■ **Records for the task**:
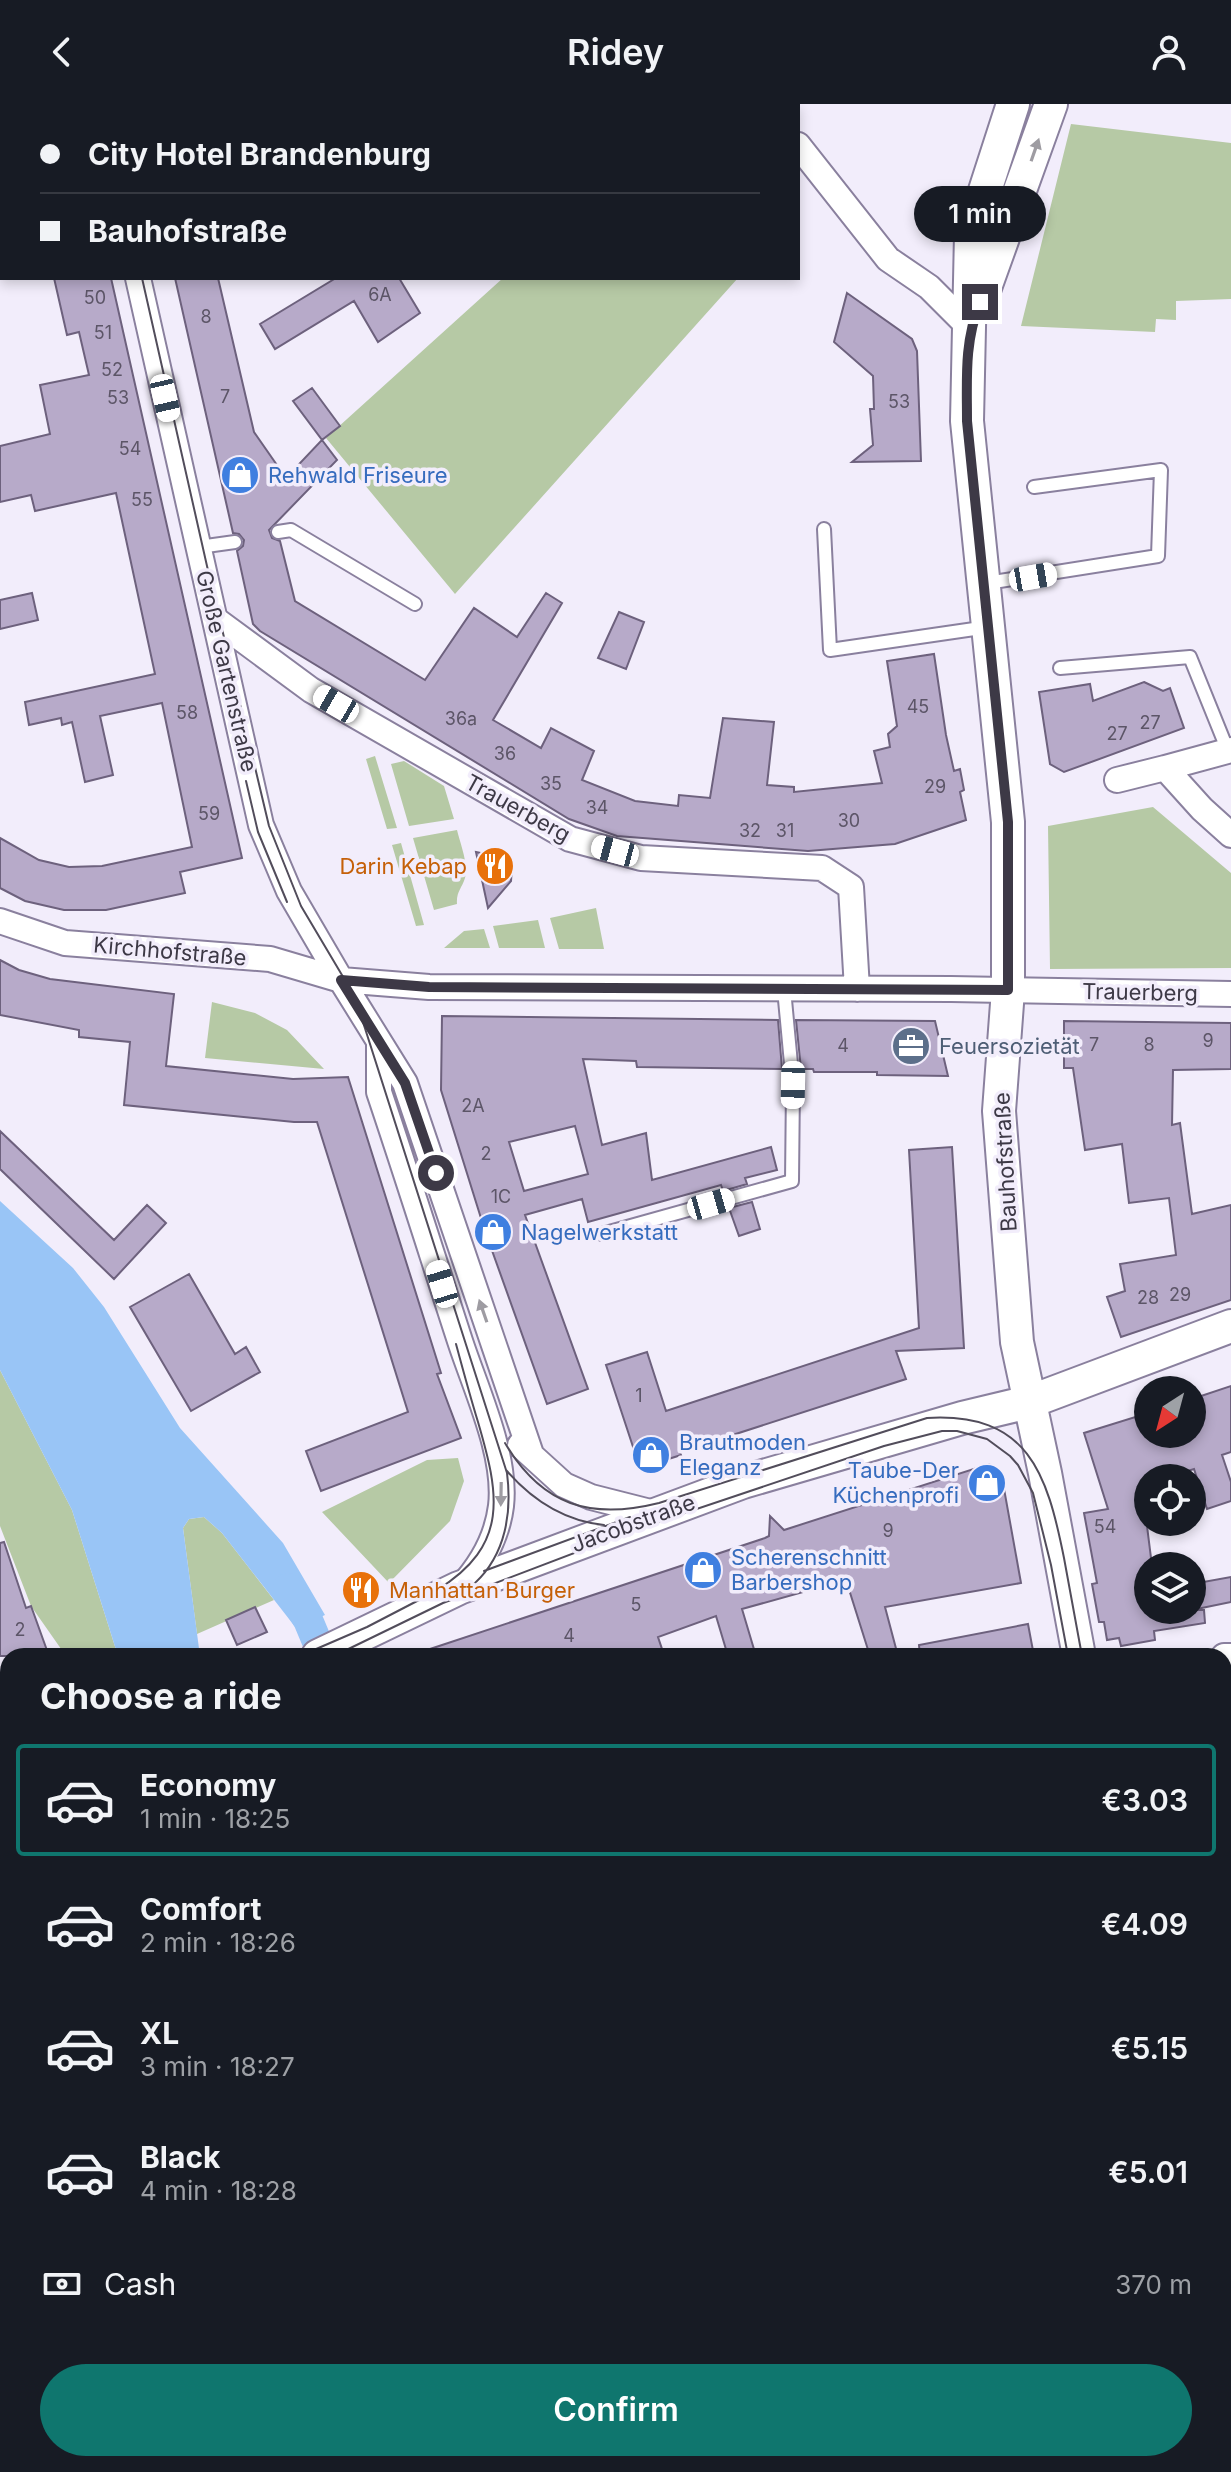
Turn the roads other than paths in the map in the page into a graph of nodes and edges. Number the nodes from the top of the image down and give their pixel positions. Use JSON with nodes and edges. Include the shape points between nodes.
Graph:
{"nodes":[{"id":1,"x":1013,"y":104,"type":"edge"},
{"id":2,"x":1051,"y":104,"type":"edge"},
{"id":3,"x":800,"y":148,"type":"edge"},
{"id":4,"x":138,"y":280,"type":"edge"},
{"id":5,"x":970,"y":328,"type":"junction"},
{"id":6,"x":1034,"y":487,"type":"dead end"},
{"id":7,"x":824,"y":529,"type":"dead end"},
{"id":8,"x":278,"y":532,"type":"dead end"},
{"id":9,"x":235,"y":542,"type":"dead end"},
{"id":10,"x":199,"y":547,"type":"junction"},
{"id":11,"x":984,"y":584,"type":"junction"},
{"id":12,"x":415,"y":604,"type":"dead end"},
{"id":13,"x":216,"y":620,"type":"junction"},
{"id":14,"x":988,"y":627,"type":"junction"},
{"id":15,"x":1060,"y":668,"type":"dead end"},
{"id":16,"x":1230,"y":750,"type":"edge"},
{"id":17,"x":1165,"y":768,"type":"junction"},
{"id":18,"x":1117,"y":780,"type":"dead end"},
{"id":19,"x":1231,"y":835,"type":"edge"},
{"id":20,"x":0,"y":921,"type":"edge"},
{"id":21,"x":341,"y":980,"type":"junction"},
{"id":22,"x":784,"y":989,"type":"junction"},
{"id":23,"x":857,"y":989,"type":"junction"},
{"id":24,"x":1008,"y":990,"type":"junction"},
{"id":25,"x":1231,"y":994,"type":"edge"},
{"id":26,"x":379,"y":1039,"type":"junction"},
{"id":27,"x":602,"y":1234,"type":"dead end"},
{"id":28,"x":1231,"y":1326,"type":"edge"},
{"id":29,"x":1029,"y":1402,"type":"junction"},
{"id":30,"x":486,"y":1418,"type":"junction"},
{"id":31,"x":531,"y":1454,"type":"junction"},
{"id":32,"x":658,"y":1514,"type":"junction"},
{"id":33,"x":459,"y":1588,"type":"junction"},
{"id":34,"x":335,"y":1648,"type":"edge"},
{"id":35,"x":1077,"y":1648,"type":"edge"}],
"edges":[{"from":1,"to":5,"type":"street","name":"Bauhofstraße","via":[[971,234]]},
{"from":5,"to":2,"type":"street","name":"Bauhofstraße","one_way":true},
{"from":3,"to":5,"type":"street","via":[[888,259],[929,287]]},
{"from":4,"to":10,"type":"street","name":"Große Gartenstraße"},
{"from":5,"to":11,"type":"street","name":"Bauhofstraße","via":[[967,421]]},
{"from":6,"to":11,"type":"lane","via":[[1161,470],[1158,556]]},
{"from":7,"to":14,"type":"lane","via":[[830,650]]},
{"from":8,"to":12,"type":"lane","via":[[291,530]]},
{"from":9,"to":10,"type":"lane"},
{"from":10,"to":13,"type":"street","name":"Große Gartenstraße"},
{"from":11,"to":14,"type":"street","name":"Bauhofstraße"},
{"from":13,"to":21,"type":"street","name":"Große Gartenstraße","via":[[261,825],[289,891]]},
{"from":13,"to":23,"type":"street","name":"Trauerberg","via":[[311,690],[570,839],[641,858],[822,868],[858,885]]},
{"from":14,"to":24,"type":"street","name":"Bauhofstraße","via":[[1008,822]]},
{"from":15,"to":16,"type":"lane","via":[[1190,657]]},
{"from":16,"to":17,"type":"street"},
{"from":17,"to":18,"type":"street"},
{"from":17,"to":19,"type":"street"},
{"from":20,"to":21,"type":"street","name":"Kirchhofstraße","via":[[65,943],[270,959]]},
{"from":21,"to":22,"type":"street","name":"Trauerberg","via":[[429,987]]},
{"from":21,"to":26,"type":"street","name":"Große Gartenstraße"},
{"from":22,"to":23,"type":"street","name":"Trauerberg"},
{"from":22,"to":27,"type":"lane","via":[[793,1085],[792,1181]]},
{"from":23,"to":24,"type":"street","name":"Trauerberg"},
{"from":24,"to":25,"type":"street","name":"Trauerberg"},
{"from":24,"to":29,"type":"street","name":"Bauhofstraße","via":[[999,1111],[1017,1342]]},
{"from":26,"to":30,"type":"street","via":[[379,1092]]},
{"from":31,"to":26,"type":"street","name":"Große Gartenstraße","one_way":true,"via":[[405,1083]]},
{"from":28,"to":29,"type":"street","name":"Jacobstraße"},
{"from":29,"to":32,"type":"street","name":"Jacobstraße","via":[[743,1482]]},
{"from":29,"to":35,"type":"street","name":"Bauhofstraße"},
{"from":30,"to":31,"type":"street","name":"Große Gartenstraße"},
{"from":30,"to":33,"type":"street","one_way":true,"via":[[501,1478],[501,1504],[491,1544]]},
{"from":31,"to":32,"type":"street","name":"Große Gartenstraße","via":[[564,1485]]},
{"from":32,"to":33,"type":"street","name":"Jacobstraße"},
{"from":33,"to":34,"type":"street","name":"Jacobstraße"}]}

■ **Exercise objective**:
The data above, line by line: transcribe it exactly and drop the pictures.

■ **Response to the task**:
Turn the roads other than paths in the map in the page into a graph of nodes and edges. Number the nodes from the top of the image down and give their pixel positions. Use JSON with nodes and edges. Include the shape points between nodes.
Graph:
{"nodes":[{"id":1,"x":1013,"y":104,"type":"edge"},
{"id":2,"x":1051,"y":104,"type":"edge"},
{"id":3,"x":800,"y":148,"type":"edge"},
{"id":4,"x":138,"y":280,"type":"edge"},
{"id":5,"x":970,"y":328,"type":"junction"},
{"id":6,"x":1034,"y":487,"type":"dead end"},
{"id":7,"x":824,"y":529,"type":"dead end"},
{"id":8,"x":278,"y":532,"type":"dead end"},
{"id":9,"x":235,"y":542,"type":"dead end"},
{"id":10,"x":199,"y":547,"type":"junction"},
{"id":11,"x":984,"y":584,"type":"junction"},
{"id":12,"x":415,"y":604,"type":"dead end"},
{"id":13,"x":216,"y":620,"type":"junction"},
{"id":14,"x":988,"y":627,"type":"junction"},
{"id":15,"x":1060,"y":668,"type":"dead end"},
{"id":16,"x":1230,"y":750,"type":"edge"},
{"id":17,"x":1165,"y":768,"type":"junction"},
{"id":18,"x":1117,"y":780,"type":"dead end"},
{"id":19,"x":1231,"y":835,"type":"edge"},
{"id":20,"x":0,"y":921,"type":"edge"},
{"id":21,"x":341,"y":980,"type":"junction"},
{"id":22,"x":784,"y":989,"type":"junction"},
{"id":23,"x":857,"y":989,"type":"junction"},
{"id":24,"x":1008,"y":990,"type":"junction"},
{"id":25,"x":1231,"y":994,"type":"edge"},
{"id":26,"x":379,"y":1039,"type":"junction"},
{"id":27,"x":602,"y":1234,"type":"dead end"},
{"id":28,"x":1231,"y":1326,"type":"edge"},
{"id":29,"x":1029,"y":1402,"type":"junction"},
{"id":30,"x":486,"y":1418,"type":"junction"},
{"id":31,"x":531,"y":1454,"type":"junction"},
{"id":32,"x":658,"y":1514,"type":"junction"},
{"id":33,"x":459,"y":1588,"type":"junction"},
{"id":34,"x":335,"y":1648,"type":"edge"},
{"id":35,"x":1077,"y":1648,"type":"edge"}],
"edges":[{"from":1,"to":5,"type":"street","name":"Bauhofstraße","via":[[971,234]]},
{"from":5,"to":2,"type":"street","name":"Bauhofstraße","one_way":true},
{"from":3,"to":5,"type":"street","via":[[888,259],[929,287]]},
{"from":4,"to":10,"type":"street","name":"Große Gartenstraße"},
{"from":5,"to":11,"type":"street","name":"Bauhofstraße","via":[[967,421]]},
{"from":6,"to":11,"type":"lane","via":[[1161,470],[1158,556]]},
{"from":7,"to":14,"type":"lane","via":[[830,650]]},
{"from":8,"to":12,"type":"lane","via":[[291,530]]},
{"from":9,"to":10,"type":"lane"},
{"from":10,"to":13,"type":"street","name":"Große Gartenstraße"},
{"from":11,"to":14,"type":"street","name":"Bauhofstraße"},
{"from":13,"to":21,"type":"street","name":"Große Gartenstraße","via":[[261,825],[289,891]]},
{"from":13,"to":23,"type":"street","name":"Trauerberg","via":[[311,690],[570,839],[641,858],[822,868],[858,885]]},
{"from":14,"to":24,"type":"street","name":"Bauhofstraße","via":[[1008,822]]},
{"from":15,"to":16,"type":"lane","via":[[1190,657]]},
{"from":16,"to":17,"type":"street"},
{"from":17,"to":18,"type":"street"},
{"from":17,"to":19,"type":"street"},
{"from":20,"to":21,"type":"street","name":"Kirchhofstraße","via":[[65,943],[270,959]]},
{"from":21,"to":22,"type":"street","name":"Trauerberg","via":[[429,987]]},
{"from":21,"to":26,"type":"street","name":"Große Gartenstraße"},
{"from":22,"to":23,"type":"street","name":"Trauerberg"},
{"from":22,"to":27,"type":"lane","via":[[793,1085],[792,1181]]},
{"from":23,"to":24,"type":"street","name":"Trauerberg"},
{"from":24,"to":25,"type":"street","name":"Trauerberg"},
{"from":24,"to":29,"type":"street","name":"Bauhofstraße","via":[[999,1111],[1017,1342]]},
{"from":26,"to":30,"type":"street","via":[[379,1092]]},
{"from":31,"to":26,"type":"street","name":"Große Gartenstraße","one_way":true,"via":[[405,1083]]},
{"from":28,"to":29,"type":"street","name":"Jacobstraße"},
{"from":29,"to":32,"type":"street","name":"Jacobstraße","via":[[743,1482]]},
{"from":29,"to":35,"type":"street","name":"Bauhofstraße"},
{"from":30,"to":31,"type":"street","name":"Große Gartenstraße"},
{"from":30,"to":33,"type":"street","one_way":true,"via":[[501,1478],[501,1504],[491,1544]]},
{"from":31,"to":32,"type":"street","name":"Große Gartenstraße","via":[[564,1485]]},
{"from":32,"to":33,"type":"street","name":"Jacobstraße"},
{"from":33,"to":34,"type":"street","name":"Jacobstraße"}]}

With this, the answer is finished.